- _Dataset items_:

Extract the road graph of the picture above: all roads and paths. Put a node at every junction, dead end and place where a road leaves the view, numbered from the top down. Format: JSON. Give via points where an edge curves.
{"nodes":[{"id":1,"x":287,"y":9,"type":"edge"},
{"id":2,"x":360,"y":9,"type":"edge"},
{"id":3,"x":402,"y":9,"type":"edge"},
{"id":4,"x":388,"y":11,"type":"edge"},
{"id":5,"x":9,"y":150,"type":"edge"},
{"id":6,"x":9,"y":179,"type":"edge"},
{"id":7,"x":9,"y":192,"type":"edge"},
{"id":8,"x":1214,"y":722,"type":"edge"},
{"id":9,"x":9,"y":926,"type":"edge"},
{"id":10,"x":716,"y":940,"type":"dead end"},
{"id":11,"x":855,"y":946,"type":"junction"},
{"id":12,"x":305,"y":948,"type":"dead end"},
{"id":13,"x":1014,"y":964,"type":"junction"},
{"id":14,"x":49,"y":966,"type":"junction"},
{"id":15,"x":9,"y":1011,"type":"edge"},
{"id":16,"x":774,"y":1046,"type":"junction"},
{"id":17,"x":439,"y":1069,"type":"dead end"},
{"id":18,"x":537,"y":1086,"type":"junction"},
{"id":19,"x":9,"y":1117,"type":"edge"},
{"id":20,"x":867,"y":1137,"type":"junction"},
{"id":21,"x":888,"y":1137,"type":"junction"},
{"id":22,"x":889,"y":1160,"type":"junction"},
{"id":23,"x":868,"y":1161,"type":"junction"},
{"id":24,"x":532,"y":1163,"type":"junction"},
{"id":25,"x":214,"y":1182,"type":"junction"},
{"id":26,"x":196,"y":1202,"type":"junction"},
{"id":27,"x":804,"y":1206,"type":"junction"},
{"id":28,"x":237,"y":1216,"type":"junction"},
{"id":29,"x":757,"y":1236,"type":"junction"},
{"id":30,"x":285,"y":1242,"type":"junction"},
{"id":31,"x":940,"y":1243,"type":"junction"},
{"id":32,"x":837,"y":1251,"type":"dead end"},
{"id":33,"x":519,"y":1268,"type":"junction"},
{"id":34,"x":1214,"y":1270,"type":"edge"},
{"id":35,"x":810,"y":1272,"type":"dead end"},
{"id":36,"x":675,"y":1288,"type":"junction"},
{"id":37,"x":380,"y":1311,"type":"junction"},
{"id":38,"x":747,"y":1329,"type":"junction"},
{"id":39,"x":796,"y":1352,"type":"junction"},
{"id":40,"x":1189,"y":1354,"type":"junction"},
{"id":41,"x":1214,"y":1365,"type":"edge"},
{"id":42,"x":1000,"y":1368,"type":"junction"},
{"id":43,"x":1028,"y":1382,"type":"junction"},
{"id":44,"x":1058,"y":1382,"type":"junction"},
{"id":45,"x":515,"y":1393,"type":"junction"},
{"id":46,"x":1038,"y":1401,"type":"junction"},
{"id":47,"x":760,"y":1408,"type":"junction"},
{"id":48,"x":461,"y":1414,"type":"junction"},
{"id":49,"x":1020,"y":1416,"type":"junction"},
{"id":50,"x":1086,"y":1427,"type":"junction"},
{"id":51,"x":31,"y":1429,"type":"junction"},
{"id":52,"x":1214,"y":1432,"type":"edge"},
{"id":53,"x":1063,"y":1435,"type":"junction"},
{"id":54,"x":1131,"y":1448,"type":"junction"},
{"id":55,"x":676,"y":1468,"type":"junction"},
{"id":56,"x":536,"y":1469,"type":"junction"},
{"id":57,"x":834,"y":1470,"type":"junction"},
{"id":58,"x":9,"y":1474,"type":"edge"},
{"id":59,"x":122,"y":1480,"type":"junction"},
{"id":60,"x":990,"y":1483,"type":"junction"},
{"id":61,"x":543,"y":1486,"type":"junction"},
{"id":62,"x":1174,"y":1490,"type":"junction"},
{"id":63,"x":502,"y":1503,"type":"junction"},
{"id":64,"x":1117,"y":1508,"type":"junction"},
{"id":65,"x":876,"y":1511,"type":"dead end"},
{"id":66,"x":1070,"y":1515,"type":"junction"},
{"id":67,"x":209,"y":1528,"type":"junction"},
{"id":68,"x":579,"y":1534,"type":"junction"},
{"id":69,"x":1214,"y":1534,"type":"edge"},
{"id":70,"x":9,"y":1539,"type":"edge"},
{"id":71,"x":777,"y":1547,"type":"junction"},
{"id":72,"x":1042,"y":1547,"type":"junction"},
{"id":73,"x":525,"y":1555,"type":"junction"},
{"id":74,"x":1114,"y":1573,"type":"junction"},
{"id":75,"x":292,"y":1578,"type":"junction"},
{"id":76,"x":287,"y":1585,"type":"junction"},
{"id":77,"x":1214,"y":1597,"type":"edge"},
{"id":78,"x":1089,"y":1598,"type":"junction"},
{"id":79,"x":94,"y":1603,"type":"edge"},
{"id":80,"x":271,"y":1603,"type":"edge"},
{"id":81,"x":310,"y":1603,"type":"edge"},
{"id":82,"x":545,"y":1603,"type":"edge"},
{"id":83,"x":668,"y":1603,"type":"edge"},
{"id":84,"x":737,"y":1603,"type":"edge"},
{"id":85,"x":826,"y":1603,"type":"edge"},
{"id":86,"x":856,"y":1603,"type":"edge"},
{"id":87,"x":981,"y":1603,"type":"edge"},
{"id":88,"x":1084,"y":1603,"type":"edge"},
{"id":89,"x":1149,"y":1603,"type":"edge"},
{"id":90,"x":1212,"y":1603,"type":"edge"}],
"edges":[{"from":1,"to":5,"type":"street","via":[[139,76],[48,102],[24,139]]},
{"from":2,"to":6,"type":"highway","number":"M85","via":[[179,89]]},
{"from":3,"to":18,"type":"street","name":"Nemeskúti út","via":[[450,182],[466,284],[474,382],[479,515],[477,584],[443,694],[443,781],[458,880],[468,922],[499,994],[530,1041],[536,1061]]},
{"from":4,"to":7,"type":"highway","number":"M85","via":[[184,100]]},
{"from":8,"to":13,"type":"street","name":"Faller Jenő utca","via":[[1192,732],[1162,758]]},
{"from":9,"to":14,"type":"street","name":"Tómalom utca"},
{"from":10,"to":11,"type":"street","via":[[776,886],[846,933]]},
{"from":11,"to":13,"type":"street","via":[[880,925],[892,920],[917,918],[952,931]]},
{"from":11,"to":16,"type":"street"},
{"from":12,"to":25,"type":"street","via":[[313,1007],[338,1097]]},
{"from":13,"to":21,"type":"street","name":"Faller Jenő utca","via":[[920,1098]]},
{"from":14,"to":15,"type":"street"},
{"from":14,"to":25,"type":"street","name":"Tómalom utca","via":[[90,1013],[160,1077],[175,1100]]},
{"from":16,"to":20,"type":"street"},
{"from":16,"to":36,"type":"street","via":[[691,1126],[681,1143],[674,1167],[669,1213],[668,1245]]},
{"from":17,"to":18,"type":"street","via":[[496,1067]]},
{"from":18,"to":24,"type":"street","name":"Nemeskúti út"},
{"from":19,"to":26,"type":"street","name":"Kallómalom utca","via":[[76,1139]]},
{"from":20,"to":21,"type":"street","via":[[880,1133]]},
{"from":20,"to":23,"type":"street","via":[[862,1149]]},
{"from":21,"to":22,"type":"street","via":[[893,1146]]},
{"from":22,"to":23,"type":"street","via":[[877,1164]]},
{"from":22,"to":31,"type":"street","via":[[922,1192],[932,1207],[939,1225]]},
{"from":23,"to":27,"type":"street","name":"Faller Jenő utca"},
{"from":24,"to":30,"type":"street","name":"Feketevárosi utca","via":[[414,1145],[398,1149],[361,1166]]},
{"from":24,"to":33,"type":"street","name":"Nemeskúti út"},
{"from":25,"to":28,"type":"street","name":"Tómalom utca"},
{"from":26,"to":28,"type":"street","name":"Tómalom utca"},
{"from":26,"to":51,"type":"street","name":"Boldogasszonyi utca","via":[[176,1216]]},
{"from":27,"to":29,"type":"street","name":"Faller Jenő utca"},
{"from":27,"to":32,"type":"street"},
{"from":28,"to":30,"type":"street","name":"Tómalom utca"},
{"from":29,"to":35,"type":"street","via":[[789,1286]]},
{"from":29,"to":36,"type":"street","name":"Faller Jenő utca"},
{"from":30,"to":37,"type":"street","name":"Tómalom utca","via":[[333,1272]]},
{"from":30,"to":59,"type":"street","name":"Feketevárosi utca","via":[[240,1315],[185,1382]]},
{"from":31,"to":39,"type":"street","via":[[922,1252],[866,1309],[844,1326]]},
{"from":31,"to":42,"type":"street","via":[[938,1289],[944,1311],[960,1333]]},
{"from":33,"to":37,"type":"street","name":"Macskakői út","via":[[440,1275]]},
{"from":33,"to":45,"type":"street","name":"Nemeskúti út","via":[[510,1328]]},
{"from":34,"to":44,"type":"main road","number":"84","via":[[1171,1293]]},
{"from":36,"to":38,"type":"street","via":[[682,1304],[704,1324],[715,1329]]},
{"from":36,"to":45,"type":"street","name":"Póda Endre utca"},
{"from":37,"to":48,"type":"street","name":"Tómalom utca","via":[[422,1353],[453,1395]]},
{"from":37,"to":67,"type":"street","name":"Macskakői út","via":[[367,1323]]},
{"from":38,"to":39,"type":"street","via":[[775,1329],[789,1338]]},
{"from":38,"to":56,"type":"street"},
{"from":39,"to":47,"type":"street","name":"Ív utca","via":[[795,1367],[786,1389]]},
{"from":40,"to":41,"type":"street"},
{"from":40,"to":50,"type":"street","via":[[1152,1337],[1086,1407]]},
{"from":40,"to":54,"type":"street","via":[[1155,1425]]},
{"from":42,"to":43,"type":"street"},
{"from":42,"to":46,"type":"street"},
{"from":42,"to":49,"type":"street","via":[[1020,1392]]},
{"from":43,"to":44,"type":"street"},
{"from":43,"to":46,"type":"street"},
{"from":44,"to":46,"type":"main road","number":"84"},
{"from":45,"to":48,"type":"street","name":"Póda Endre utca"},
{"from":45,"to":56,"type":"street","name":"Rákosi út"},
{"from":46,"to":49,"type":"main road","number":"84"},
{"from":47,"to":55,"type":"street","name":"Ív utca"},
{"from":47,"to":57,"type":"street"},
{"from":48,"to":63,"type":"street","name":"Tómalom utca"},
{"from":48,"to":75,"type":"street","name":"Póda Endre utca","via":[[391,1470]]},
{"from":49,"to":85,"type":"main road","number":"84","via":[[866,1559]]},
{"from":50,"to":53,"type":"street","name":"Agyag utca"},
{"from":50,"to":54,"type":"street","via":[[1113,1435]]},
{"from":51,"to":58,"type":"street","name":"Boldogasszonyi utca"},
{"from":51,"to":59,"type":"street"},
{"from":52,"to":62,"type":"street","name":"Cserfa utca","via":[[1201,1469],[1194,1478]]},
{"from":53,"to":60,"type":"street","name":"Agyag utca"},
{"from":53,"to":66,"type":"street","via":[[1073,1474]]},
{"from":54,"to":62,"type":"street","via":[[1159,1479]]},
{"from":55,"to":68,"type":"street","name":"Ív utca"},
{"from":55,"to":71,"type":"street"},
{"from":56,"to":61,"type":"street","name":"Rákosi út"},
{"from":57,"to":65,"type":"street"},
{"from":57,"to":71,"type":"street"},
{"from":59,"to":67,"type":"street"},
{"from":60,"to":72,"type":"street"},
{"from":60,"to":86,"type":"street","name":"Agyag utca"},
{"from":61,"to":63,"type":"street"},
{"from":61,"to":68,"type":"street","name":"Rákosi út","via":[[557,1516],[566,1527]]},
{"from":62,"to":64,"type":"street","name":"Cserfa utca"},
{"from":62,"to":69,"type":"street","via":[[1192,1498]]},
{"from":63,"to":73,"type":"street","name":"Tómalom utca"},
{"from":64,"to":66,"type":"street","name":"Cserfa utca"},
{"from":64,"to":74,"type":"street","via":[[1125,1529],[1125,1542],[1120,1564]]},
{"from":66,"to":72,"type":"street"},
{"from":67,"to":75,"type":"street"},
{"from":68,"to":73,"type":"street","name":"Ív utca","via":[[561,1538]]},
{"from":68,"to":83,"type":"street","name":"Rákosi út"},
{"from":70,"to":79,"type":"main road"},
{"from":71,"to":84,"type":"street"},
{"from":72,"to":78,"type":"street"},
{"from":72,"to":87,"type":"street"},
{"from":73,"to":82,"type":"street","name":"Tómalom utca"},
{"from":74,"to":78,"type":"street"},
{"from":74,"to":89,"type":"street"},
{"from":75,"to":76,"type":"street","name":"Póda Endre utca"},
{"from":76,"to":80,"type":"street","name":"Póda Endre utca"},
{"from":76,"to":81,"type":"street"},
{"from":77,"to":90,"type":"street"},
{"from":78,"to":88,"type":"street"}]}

- _ASSIGNMENT_: Report each line of the records that holds the word "Cserfa".

- _RESULT OF THE EXERCISE_:
{"from":52,"to":62,"type":"street","name":"Cserfa utca","via":[[1201,1469],[1194,1478]]},
{"from":62,"to":64,"type":"street","name":"Cserfa utca"},
{"from":64,"to":66,"type":"street","name":"Cserfa utca"},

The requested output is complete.